La tradition de non-effusion de sang est bien respectée à Nifinjaman aussi bien par le tyran et son armée que par Kanuden et ses amis. Les deux camps utilisent plutôt des armes surnaturelles qui neutralisent l’adversaire sans lui donner la mort. Des êtres surnaturels malveillants aux formes insolites et effrayantes, dotés de pouvoirs magiques, sont au service du tyran Coeur ténébreux. Par exemple, son bourreau Massiba – un monstre – se charge d’exécuter la sentence magique pour les personnes arrêtées arbitrairement et condamnées lors de simulacres de procès. La sentence consiste à bannir les condamnés du monde des humains en les transformant en animaux ou en végétaux, comme c’est le cas des quatre jeunes à Nifinjaman : Kelen est transformé en un « petit cochon gris » (KCCT, 27) ; Lafi, lui, s’est métamorphosé en « un petit cochon tout noir » (KCCT, 28) ; Bassa, quant à lui, « fut changé en un arbuste squelettique aux branches sans feuilles » (KCCT, 29) ; Nina, elle, a pris la forme d’une « truie bigarrée » (KCCT, 30). Cette sentence de la métamorphose, aussi cruelle qu’elle puisse paraître, s’inscrit dans les formes de violence fantastique dont s’accommode la littérature de jeunesse[32]. On le voit, l’élément fantastique permet ici d’éviter le piège du réalisme[33] avec lequel certains romans politiques abordent le thème de la dictature.

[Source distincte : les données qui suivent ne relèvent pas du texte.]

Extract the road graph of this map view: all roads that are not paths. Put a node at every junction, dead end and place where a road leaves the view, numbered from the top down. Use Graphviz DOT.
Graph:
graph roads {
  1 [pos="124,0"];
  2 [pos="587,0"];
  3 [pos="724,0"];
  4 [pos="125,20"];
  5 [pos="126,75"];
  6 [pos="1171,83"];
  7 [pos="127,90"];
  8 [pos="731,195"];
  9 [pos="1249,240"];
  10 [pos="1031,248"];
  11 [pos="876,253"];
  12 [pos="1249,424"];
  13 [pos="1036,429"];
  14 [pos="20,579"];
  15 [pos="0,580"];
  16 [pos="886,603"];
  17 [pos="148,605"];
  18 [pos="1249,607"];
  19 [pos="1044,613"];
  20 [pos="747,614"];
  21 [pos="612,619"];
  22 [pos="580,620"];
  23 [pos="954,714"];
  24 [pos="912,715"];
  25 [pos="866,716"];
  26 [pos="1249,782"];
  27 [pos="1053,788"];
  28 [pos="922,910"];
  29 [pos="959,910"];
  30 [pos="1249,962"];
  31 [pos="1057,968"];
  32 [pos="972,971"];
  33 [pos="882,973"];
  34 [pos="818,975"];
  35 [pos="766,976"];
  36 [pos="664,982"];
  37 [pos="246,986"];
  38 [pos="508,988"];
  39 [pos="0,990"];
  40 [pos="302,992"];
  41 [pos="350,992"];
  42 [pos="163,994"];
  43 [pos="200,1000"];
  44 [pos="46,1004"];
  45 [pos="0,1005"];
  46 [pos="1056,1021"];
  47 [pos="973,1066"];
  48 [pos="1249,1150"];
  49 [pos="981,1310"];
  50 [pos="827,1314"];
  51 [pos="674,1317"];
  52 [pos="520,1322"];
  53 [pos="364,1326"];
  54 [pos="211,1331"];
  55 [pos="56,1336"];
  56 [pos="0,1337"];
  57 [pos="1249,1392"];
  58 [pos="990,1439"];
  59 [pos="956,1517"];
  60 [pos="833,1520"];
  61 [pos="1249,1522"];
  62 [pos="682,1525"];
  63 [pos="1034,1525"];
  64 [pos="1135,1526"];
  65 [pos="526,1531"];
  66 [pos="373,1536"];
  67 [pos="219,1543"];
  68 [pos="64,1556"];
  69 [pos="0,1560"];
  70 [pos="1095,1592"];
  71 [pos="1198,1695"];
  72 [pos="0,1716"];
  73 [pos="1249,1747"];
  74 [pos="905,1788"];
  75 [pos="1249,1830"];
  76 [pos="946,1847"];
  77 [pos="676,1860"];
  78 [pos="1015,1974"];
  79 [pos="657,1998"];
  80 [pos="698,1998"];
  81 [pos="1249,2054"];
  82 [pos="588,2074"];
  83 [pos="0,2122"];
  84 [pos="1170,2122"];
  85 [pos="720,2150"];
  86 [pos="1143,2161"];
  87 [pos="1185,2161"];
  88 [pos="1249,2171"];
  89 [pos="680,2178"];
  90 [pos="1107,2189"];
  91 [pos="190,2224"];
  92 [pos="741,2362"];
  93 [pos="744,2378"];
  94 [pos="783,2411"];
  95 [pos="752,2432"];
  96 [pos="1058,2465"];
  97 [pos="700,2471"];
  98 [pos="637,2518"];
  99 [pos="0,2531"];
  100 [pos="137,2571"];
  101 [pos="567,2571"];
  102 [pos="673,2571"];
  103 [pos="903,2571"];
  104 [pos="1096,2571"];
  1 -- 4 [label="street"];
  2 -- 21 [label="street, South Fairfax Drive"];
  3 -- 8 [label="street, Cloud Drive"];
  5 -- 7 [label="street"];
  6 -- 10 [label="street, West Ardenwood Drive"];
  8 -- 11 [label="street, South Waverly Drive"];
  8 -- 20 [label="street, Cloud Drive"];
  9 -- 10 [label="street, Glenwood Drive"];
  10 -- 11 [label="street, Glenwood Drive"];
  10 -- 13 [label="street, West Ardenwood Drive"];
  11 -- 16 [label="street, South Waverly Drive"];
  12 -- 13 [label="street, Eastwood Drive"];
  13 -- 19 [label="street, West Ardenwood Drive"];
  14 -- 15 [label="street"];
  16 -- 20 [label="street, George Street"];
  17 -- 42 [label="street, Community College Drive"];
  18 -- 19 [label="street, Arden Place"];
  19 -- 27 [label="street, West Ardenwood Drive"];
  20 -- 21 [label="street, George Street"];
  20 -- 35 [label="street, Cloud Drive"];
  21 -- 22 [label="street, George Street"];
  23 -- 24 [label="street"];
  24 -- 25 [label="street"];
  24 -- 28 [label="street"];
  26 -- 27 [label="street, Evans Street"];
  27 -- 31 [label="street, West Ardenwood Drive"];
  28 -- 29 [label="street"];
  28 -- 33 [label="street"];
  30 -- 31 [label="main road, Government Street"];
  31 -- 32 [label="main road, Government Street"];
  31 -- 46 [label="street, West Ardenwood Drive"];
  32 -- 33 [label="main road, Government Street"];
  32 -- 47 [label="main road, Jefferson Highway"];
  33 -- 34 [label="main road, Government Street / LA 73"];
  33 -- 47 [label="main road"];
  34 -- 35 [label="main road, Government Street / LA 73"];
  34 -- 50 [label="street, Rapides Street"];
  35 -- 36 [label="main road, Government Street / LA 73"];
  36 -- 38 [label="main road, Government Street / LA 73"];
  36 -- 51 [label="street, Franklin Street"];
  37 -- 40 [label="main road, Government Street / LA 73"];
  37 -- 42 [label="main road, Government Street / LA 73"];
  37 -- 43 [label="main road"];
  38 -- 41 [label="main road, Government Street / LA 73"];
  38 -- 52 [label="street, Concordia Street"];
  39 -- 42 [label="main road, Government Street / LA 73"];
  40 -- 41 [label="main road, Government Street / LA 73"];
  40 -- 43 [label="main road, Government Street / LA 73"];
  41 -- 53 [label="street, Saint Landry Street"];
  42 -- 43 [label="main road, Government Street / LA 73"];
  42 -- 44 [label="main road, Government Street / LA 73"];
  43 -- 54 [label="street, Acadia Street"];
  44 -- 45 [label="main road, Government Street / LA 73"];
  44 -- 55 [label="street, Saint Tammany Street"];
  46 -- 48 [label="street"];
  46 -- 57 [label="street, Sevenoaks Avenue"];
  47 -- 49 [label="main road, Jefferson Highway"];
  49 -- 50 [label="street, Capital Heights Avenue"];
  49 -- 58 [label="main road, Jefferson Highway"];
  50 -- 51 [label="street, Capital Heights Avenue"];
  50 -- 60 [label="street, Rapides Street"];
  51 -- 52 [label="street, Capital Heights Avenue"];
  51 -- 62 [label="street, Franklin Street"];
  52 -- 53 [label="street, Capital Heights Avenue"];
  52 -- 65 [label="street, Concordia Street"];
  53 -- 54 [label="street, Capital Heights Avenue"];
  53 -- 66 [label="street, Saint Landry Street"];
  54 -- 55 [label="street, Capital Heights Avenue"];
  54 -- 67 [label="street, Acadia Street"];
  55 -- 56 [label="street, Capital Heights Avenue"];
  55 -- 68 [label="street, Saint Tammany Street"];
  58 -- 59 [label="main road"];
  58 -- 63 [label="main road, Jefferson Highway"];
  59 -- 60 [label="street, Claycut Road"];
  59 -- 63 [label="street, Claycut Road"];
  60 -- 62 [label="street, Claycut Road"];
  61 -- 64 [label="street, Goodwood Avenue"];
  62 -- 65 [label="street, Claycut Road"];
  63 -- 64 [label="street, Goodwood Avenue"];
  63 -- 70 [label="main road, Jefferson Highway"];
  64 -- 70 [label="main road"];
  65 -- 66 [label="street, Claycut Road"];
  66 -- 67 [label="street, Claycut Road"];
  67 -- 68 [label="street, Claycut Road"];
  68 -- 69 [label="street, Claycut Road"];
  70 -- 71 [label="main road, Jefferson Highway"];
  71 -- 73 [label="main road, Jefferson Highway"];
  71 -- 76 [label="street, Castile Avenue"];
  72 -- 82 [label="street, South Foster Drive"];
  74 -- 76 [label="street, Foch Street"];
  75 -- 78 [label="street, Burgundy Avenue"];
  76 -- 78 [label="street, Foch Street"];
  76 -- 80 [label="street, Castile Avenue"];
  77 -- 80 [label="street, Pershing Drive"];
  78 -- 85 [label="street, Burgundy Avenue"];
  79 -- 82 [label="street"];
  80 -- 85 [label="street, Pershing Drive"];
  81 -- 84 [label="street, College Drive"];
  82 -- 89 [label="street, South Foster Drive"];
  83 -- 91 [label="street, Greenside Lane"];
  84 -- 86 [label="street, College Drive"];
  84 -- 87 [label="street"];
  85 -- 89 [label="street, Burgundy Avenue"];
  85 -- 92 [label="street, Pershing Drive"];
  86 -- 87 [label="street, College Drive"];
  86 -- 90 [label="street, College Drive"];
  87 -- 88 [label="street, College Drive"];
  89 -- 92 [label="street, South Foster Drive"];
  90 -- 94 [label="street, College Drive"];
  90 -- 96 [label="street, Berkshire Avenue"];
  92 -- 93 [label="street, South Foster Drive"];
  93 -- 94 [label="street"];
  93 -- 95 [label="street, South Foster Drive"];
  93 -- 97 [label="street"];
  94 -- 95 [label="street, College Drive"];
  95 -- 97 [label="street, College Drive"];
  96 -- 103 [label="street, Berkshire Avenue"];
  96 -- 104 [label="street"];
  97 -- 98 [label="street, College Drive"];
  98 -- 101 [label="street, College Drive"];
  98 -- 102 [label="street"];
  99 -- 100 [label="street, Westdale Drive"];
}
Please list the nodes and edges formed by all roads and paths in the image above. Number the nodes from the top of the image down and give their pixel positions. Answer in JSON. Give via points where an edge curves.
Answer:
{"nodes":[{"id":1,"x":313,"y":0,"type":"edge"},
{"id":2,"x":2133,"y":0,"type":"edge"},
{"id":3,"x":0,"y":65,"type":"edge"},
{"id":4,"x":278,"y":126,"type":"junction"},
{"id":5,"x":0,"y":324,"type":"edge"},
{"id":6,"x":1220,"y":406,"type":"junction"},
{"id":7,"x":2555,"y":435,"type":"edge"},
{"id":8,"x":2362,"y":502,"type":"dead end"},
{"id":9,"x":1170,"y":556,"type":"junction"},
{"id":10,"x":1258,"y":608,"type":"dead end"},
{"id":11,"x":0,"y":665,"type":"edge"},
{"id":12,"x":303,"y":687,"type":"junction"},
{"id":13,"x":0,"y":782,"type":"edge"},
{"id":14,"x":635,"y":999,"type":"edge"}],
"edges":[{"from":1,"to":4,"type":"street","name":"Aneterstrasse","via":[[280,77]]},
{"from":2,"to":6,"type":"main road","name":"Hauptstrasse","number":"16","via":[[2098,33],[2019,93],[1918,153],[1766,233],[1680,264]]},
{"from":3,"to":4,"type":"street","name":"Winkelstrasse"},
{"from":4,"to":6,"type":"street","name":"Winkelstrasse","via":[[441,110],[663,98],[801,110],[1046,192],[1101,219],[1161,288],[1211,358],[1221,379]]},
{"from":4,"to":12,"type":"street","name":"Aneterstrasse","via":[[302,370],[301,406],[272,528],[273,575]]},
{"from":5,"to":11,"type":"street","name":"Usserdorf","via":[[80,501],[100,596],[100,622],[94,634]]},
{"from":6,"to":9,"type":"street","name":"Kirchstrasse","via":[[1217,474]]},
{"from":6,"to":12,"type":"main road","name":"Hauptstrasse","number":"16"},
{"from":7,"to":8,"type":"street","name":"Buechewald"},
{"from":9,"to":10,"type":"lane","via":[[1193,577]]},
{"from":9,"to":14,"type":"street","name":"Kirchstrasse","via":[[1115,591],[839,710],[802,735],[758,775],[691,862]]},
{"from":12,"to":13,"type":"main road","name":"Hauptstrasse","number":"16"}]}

Dans Discours de la servitude volontaire, Étienne de La Boétie affirme que le tyran aime s’entourer de mystère en usant de divers stratagèmes de sorte que ses sujets « vivent ainsi dans la crainte d’un être que personne n’avait vu[34] ». Il en est de même dans l’oeuvre de Moussa Konaté. Coeur ténébreux passe pour « un homme mystérieux. Son visage était toujours voilé. On ne savait pas vraiment à quoi il ressemblait. Les habitants de Sombre pays étaient convaincus que c’était un génie qui avait pris forme humaine. On ne lui connaissait ni femme ni enfant » (KCCT, 18). De même, « le Roi des rois ou L’Unique » cultive le mystère de l’invisibilité : « Personne d’autre au monde ne pouvait se targuer d’avoir vu cet homme mystérieux » (KCCT, 33). À cet égard, Simone Goyard-Fabre, exégète de La Boétie, note : « Rien de plus aisé pour le tyran de se parer, au sommet de cette pyramide sociale, des prestiges de l’Unique. Son pouvoir est sa solitude. Le voilà donc qui, à raison de la forme qu’il impose sournoisement à son pays, s’égale à un dieu[35]. » Mais dans les romans de Konaté, seul Wankélé, au sommet de la pyramide royale, aspire à la divinité, puisqu’il se sert des tyrans à sa solde pour atteindre son objectif. Il se dit le « Maître du Monde », et son désir suprême est de devenir « bientôt Dieu, le seul maître de l’Univers » (KSSN, 57).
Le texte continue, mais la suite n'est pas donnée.